About this task —
Every line of the material that includes the word "hand" is to be shown.
BEGIN Material for this task
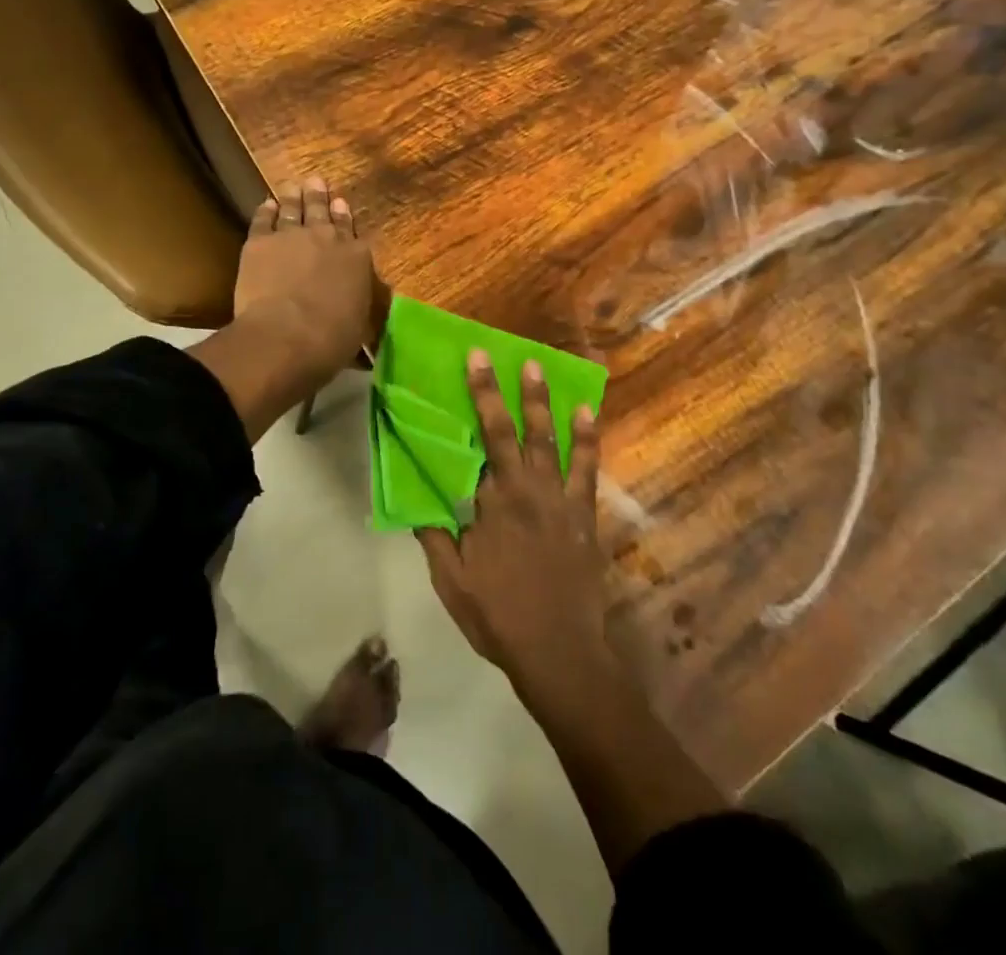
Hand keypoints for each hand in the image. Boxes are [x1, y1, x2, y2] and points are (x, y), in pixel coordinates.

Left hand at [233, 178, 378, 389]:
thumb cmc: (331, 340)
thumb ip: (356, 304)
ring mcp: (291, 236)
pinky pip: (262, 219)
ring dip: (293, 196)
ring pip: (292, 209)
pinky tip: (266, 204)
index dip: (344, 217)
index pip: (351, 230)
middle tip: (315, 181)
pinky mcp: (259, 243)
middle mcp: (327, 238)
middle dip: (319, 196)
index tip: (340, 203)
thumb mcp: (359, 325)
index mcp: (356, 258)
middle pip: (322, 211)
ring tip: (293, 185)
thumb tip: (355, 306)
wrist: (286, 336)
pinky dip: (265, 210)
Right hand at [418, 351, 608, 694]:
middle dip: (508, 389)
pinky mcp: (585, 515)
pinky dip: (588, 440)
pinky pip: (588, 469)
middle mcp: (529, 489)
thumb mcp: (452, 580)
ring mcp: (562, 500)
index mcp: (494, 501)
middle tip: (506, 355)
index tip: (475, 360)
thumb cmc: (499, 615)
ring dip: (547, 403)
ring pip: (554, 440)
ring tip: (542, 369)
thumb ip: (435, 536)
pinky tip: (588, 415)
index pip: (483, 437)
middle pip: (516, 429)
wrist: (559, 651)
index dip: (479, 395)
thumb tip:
END Material for this task
Output of the task —
Hand keypoints for each hand in the image. Boxes are [x1, y1, x2, y2] and points are (x, y), in pixel coordinates.
Left hand at [233, 178, 378, 389]:
Right hand at [418, 351, 608, 694]:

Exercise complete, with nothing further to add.